Your task is to repeat the entries underneath exactly, minus the pictures.

[Start of section]

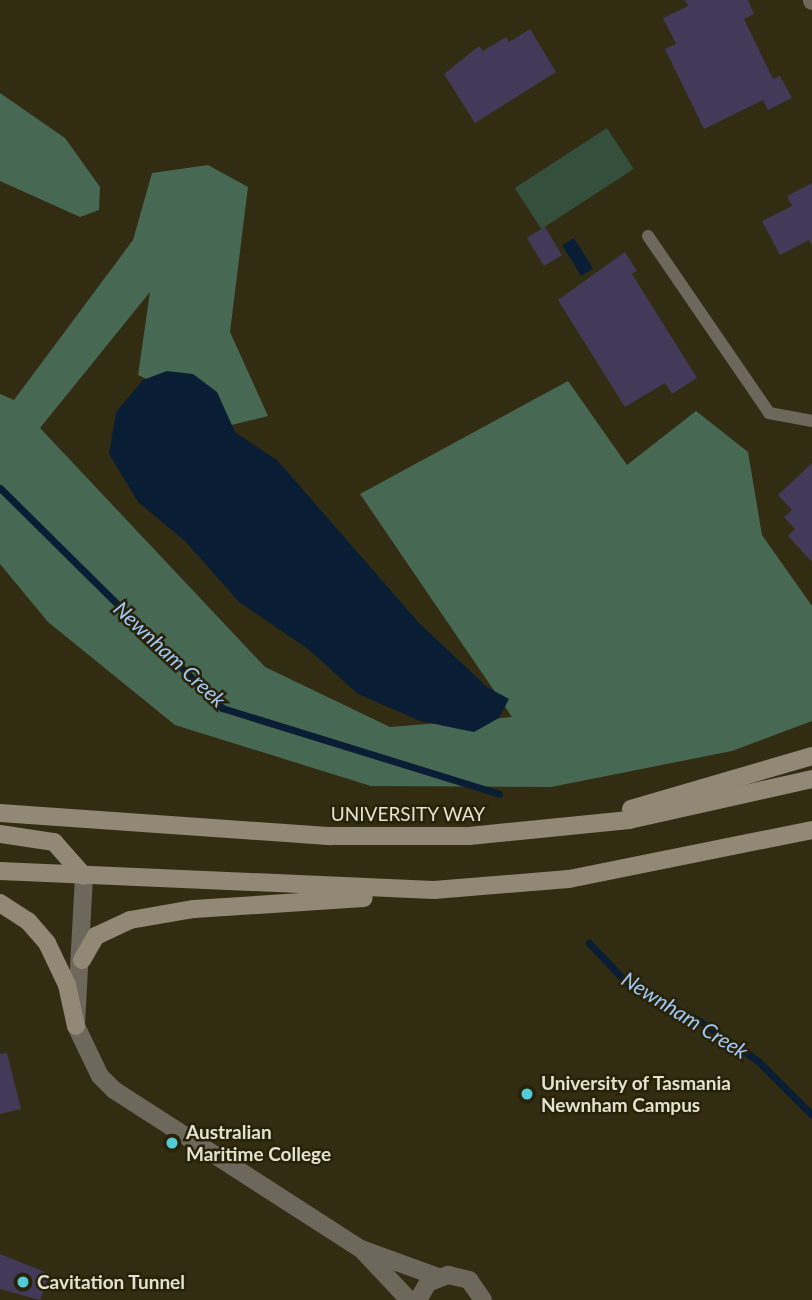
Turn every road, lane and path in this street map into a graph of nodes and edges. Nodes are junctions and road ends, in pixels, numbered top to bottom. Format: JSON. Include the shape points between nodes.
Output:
{"nodes":[{"id":1,"x":648,"y":236,"type":"dead end"},
{"id":2,"x":812,"y":421,"type":"edge"},
{"id":3,"x":812,"y":756,"type":"edge"},
{"id":4,"x":812,"y":779,"type":"edge"},
{"id":5,"x":0,"y":813,"type":"edge"},
{"id":6,"x":539,"y":831,"type":"junction"},
{"id":7,"x":812,"y":832,"type":"edge"},
{"id":8,"x":0,"y":834,"type":"edge"},
{"id":9,"x":0,"y":871,"type":"edge"},
{"id":10,"x":84,"y":876,"type":"junction"},
{"id":11,"x":434,"y":890,"type":"junction"},
{"id":12,"x":0,"y":903,"type":"edge"},
{"id":13,"x":82,"y":960,"type":"junction"},
{"id":14,"x":76,"y":1026,"type":"junction"},
{"id":15,"x":361,"y":1249,"type":"junction"},
{"id":16,"x":438,"y":1278,"type":"junction"},
{"id":17,"x":484,"y":1299,"type":"edge"},
{"id":18,"x":409,"y":1300,"type":"edge"},
{"id":19,"x":418,"y":1300,"type":"edge"}],
"edges":[{"from":1,"to":2,"type":"lane","via":[[769,413]]},
{"from":3,"to":6,"type":"main road","via":[[712,789]]},
{"from":4,"to":6,"type":"main road","name":"UNIVERSITY WAY","via":[[688,809]]},
{"from":5,"to":6,"type":"main road","name":"UNIVERSITY WAY","via":[[331,836]]},
{"from":7,"to":11,"type":"main road","via":[[569,879]]},
{"from":8,"to":10,"type":"main road","via":[[54,842]]},
{"from":9,"to":10,"type":"main road"},
{"from":10,"to":11,"type":"main road"},
{"from":10,"to":13,"type":"street"},
{"from":11,"to":13,"type":"main road","via":[[194,909],[130,920],[96,936]]},
{"from":12,"to":14,"type":"main road","via":[[28,921],[47,943],[67,985]]},
{"from":13,"to":14,"type":"street"},
{"from":14,"to":15,"type":"street","via":[[90,1060],[114,1090]]},
{"from":15,"to":16,"type":"street"},
{"from":15,"to":18,"type":"street"},
{"from":16,"to":17,"type":"street","via":[[459,1276]]},
{"from":16,"to":19,"type":"street"}]}
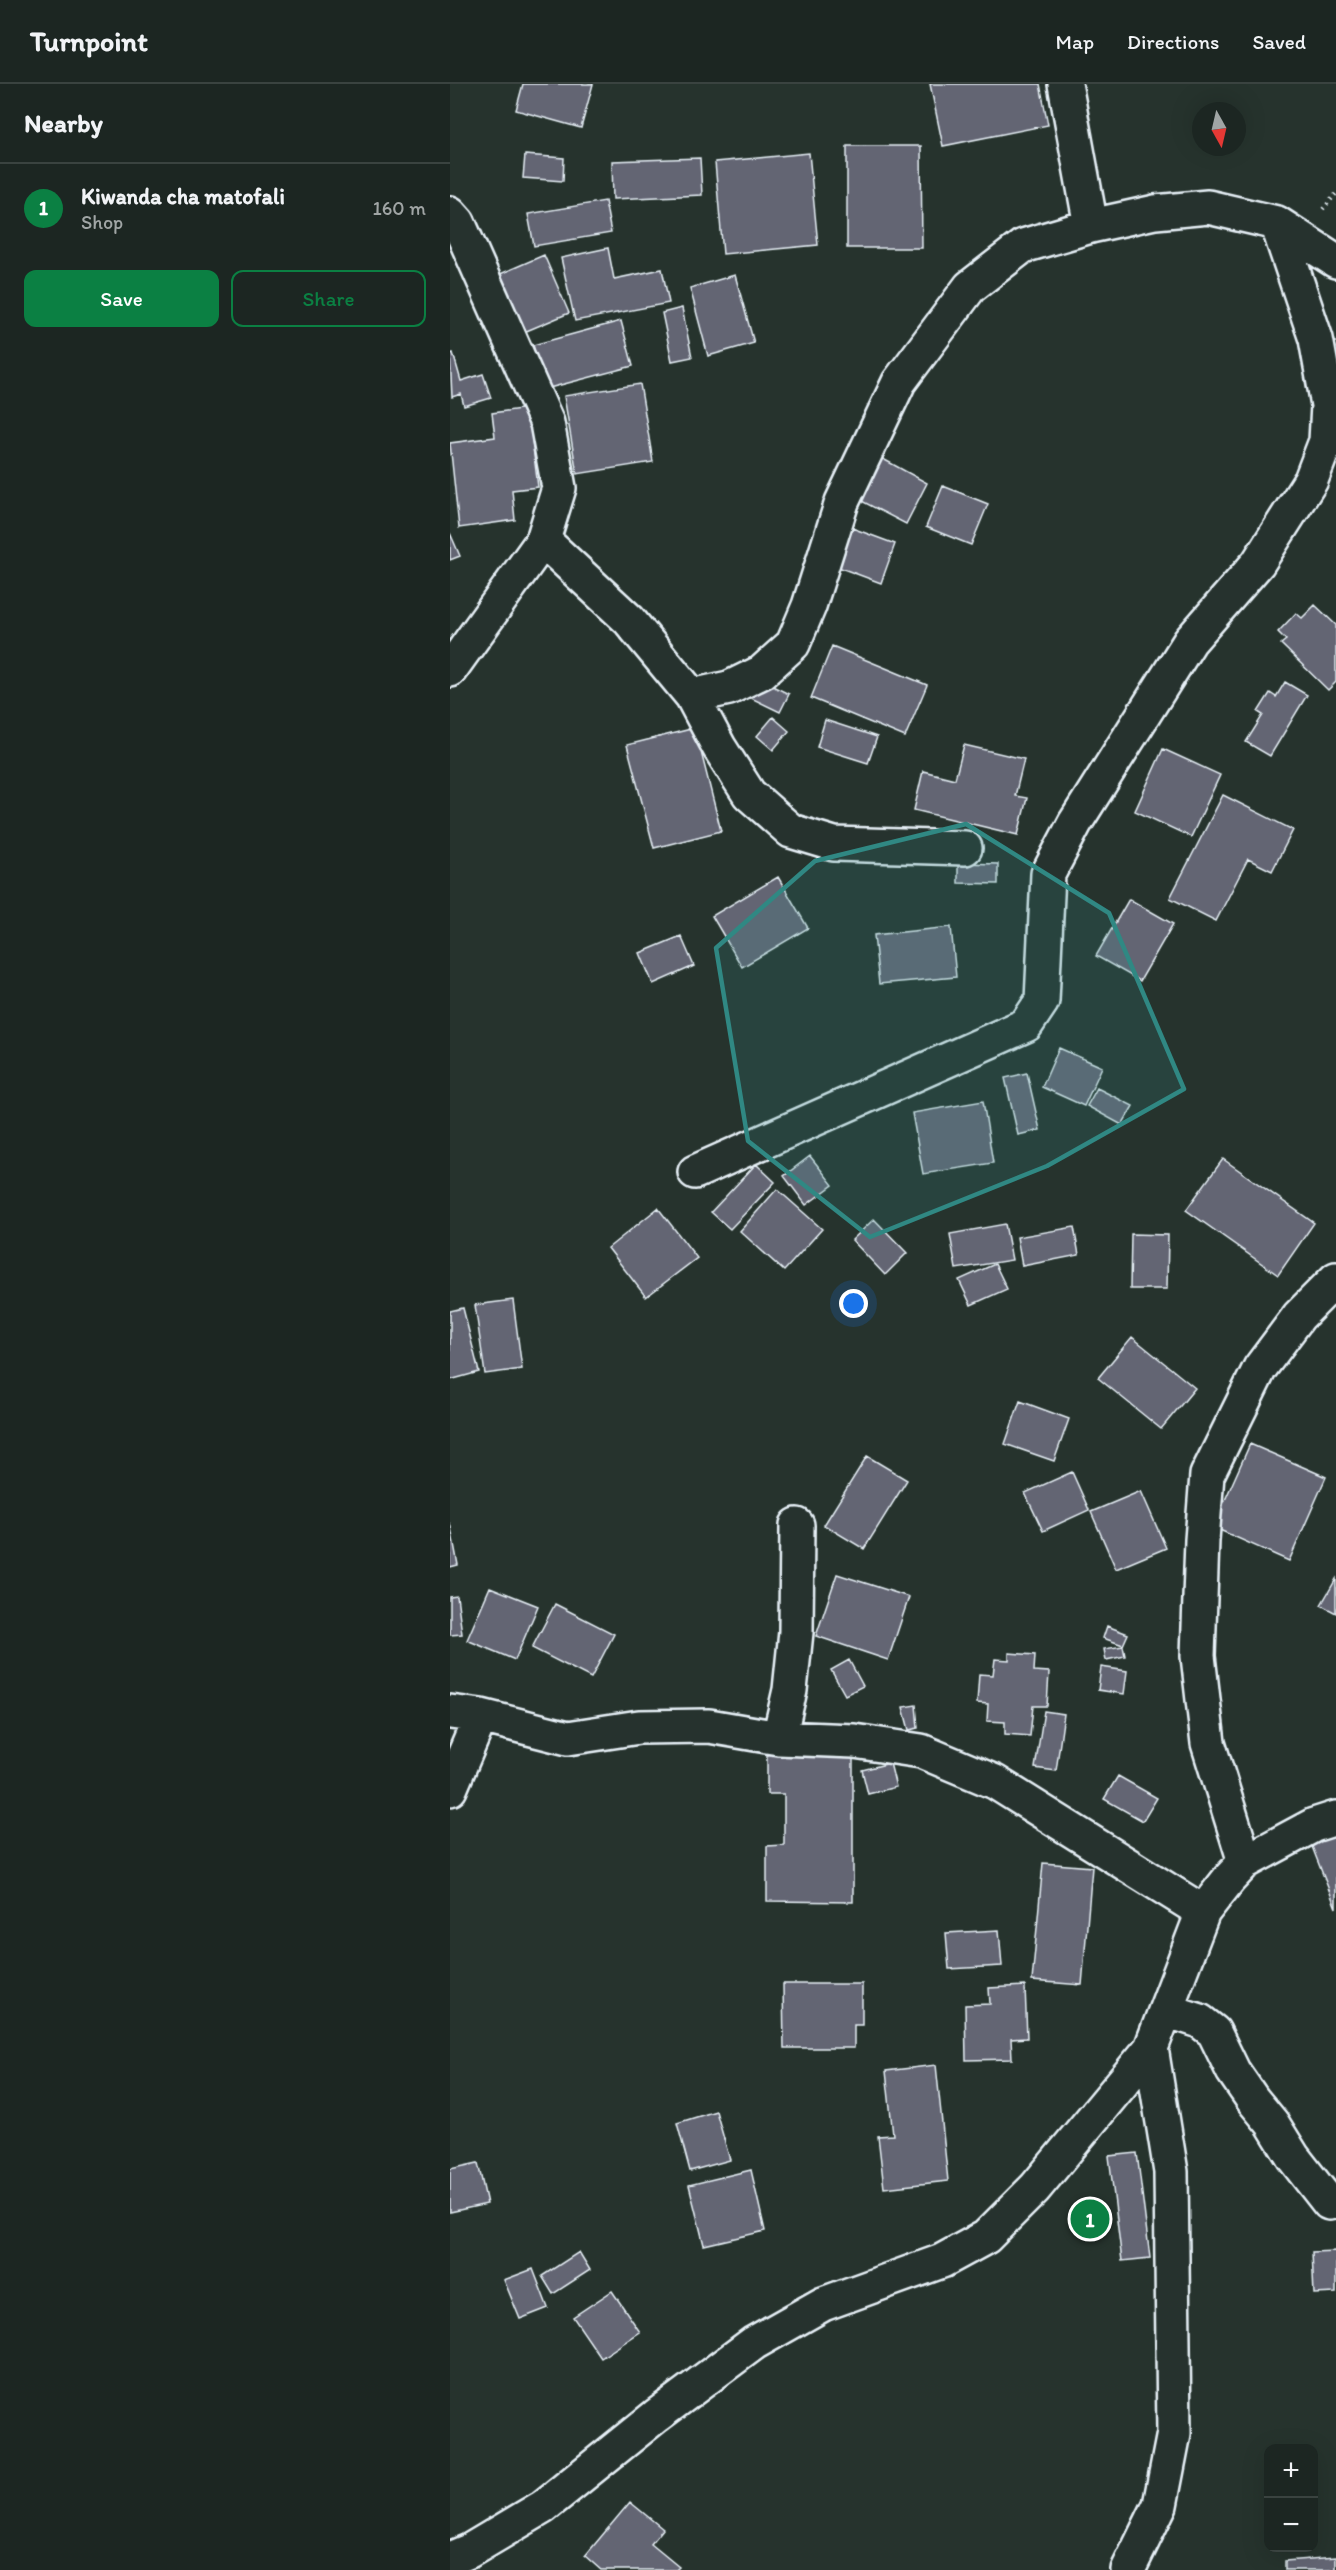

[End of section]

**Finished task**
Turn every road, lane and path in this street map into a graph of nodes and edges. Nodes are junctions and road ends, in pixels, numbered top to bottom. Format: JSON. Include the shape points between nodes.
Output:
{"nodes":[{"id":1,"x":648,"y":236,"type":"dead end"},
{"id":2,"x":812,"y":421,"type":"edge"},
{"id":3,"x":812,"y":756,"type":"edge"},
{"id":4,"x":812,"y":779,"type":"edge"},
{"id":5,"x":0,"y":813,"type":"edge"},
{"id":6,"x":539,"y":831,"type":"junction"},
{"id":7,"x":812,"y":832,"type":"edge"},
{"id":8,"x":0,"y":834,"type":"edge"},
{"id":9,"x":0,"y":871,"type":"edge"},
{"id":10,"x":84,"y":876,"type":"junction"},
{"id":11,"x":434,"y":890,"type":"junction"},
{"id":12,"x":0,"y":903,"type":"edge"},
{"id":13,"x":82,"y":960,"type":"junction"},
{"id":14,"x":76,"y":1026,"type":"junction"},
{"id":15,"x":361,"y":1249,"type":"junction"},
{"id":16,"x":438,"y":1278,"type":"junction"},
{"id":17,"x":484,"y":1299,"type":"edge"},
{"id":18,"x":409,"y":1300,"type":"edge"},
{"id":19,"x":418,"y":1300,"type":"edge"}],
"edges":[{"from":1,"to":2,"type":"lane","via":[[769,413]]},
{"from":3,"to":6,"type":"main road","via":[[712,789]]},
{"from":4,"to":6,"type":"main road","name":"UNIVERSITY WAY","via":[[688,809]]},
{"from":5,"to":6,"type":"main road","name":"UNIVERSITY WAY","via":[[331,836]]},
{"from":7,"to":11,"type":"main road","via":[[569,879]]},
{"from":8,"to":10,"type":"main road","via":[[54,842]]},
{"from":9,"to":10,"type":"main road"},
{"from":10,"to":11,"type":"main road"},
{"from":10,"to":13,"type":"street"},
{"from":11,"to":13,"type":"main road","via":[[194,909],[130,920],[96,936]]},
{"from":12,"to":14,"type":"main road","via":[[28,921],[47,943],[67,985]]},
{"from":13,"to":14,"type":"street"},
{"from":14,"to":15,"type":"street","via":[[90,1060],[114,1090]]},
{"from":15,"to":16,"type":"street"},
{"from":15,"to":18,"type":"street"},
{"from":16,"to":17,"type":"street","via":[[459,1276]]},
{"from":16,"to":19,"type":"street"}]}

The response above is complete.